▶ [Records for the task]
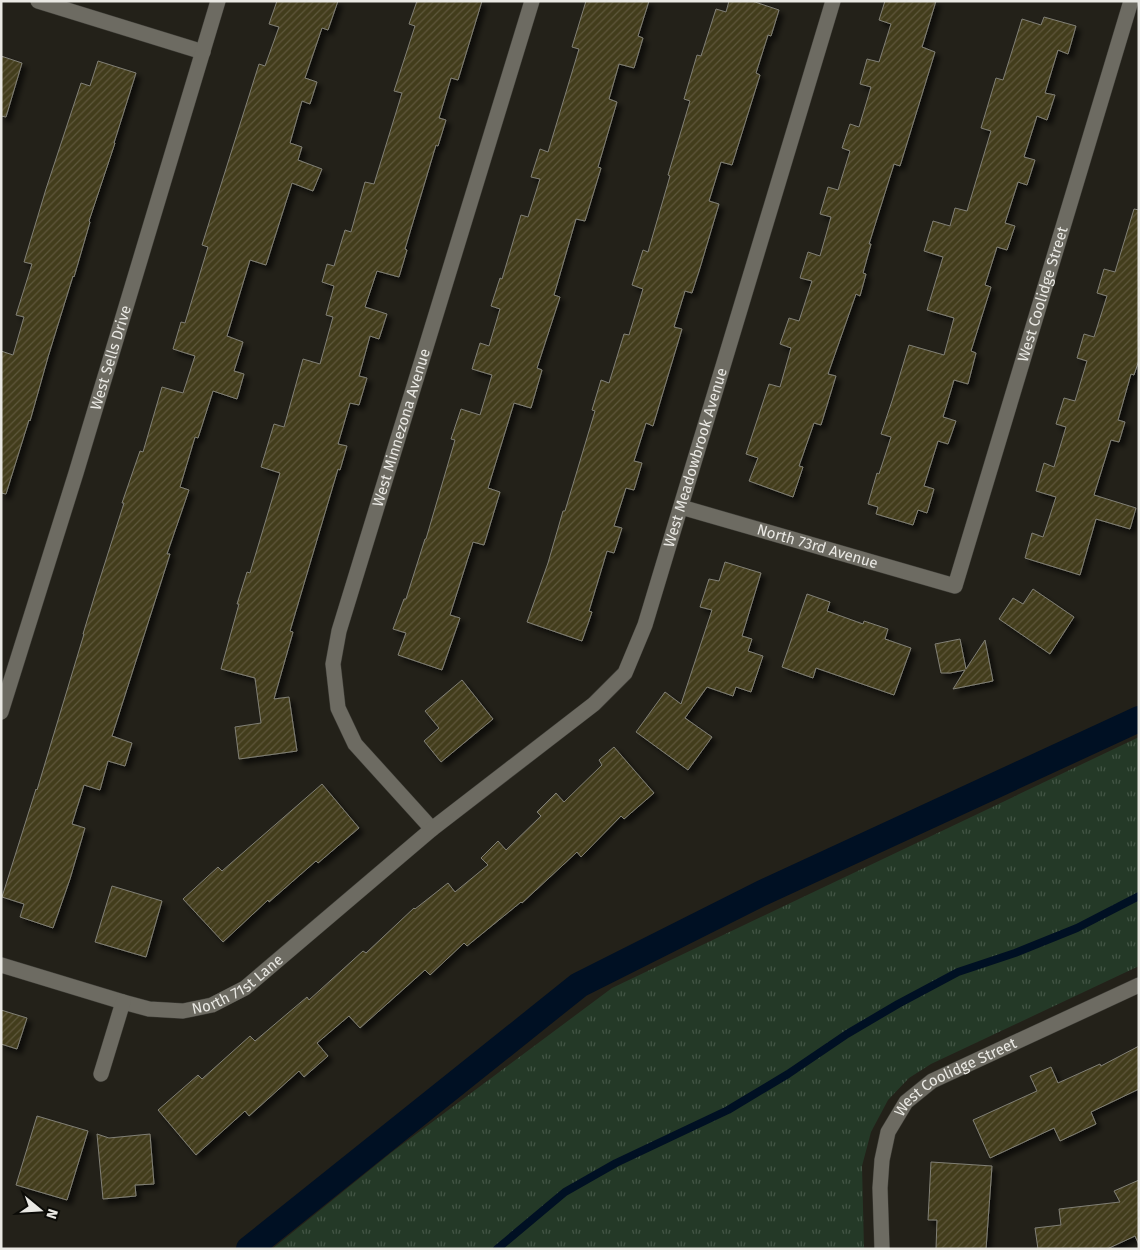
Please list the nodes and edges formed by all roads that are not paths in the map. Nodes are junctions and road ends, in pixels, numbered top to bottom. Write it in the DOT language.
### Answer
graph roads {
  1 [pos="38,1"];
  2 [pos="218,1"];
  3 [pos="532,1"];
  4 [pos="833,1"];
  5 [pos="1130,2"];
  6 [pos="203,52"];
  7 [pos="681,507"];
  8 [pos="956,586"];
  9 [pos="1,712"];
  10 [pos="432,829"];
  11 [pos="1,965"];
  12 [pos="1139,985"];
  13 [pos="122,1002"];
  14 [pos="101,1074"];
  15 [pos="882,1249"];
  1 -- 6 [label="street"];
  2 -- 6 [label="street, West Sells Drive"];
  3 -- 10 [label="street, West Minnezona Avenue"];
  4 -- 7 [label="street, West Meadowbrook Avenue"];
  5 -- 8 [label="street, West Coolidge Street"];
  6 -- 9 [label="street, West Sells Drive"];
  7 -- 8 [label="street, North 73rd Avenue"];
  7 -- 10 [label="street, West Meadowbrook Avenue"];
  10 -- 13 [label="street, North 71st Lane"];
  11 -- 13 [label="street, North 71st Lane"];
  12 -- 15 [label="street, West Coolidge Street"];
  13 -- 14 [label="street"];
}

▶ [Work to complete]
The whole of the data needs to be copied word for word, though not its pictures.

▶ [Answer area]
Please list the nodes and edges formed by all roads that are not paths in the map. Nodes are junctions and road ends, in pixels, numbered top to bottom. Write it in the DOT language.
### Answer
graph roads {
  1 [pos="38,1"];
  2 [pos="218,1"];
  3 [pos="532,1"];
  4 [pos="833,1"];
  5 [pos="1130,2"];
  6 [pos="203,52"];
  7 [pos="681,507"];
  8 [pos="956,586"];
  9 [pos="1,712"];
  10 [pos="432,829"];
  11 [pos="1,965"];
  12 [pos="1139,985"];
  13 [pos="122,1002"];
  14 [pos="101,1074"];
  15 [pos="882,1249"];
  1 -- 6 [label="street"];
  2 -- 6 [label="street, West Sells Drive"];
  3 -- 10 [label="street, West Minnezona Avenue"];
  4 -- 7 [label="street, West Meadowbrook Avenue"];
  5 -- 8 [label="street, West Coolidge Street"];
  6 -- 9 [label="street, West Sells Drive"];
  7 -- 8 [label="street, North 73rd Avenue"];
  7 -- 10 [label="street, West Meadowbrook Avenue"];
  10 -- 13 [label="street, North 71st Lane"];
  11 -- 13 [label="street, North 71st Lane"];
  12 -- 15 [label="street, West Coolidge Street"];
  13 -- 14 [label="street"];
}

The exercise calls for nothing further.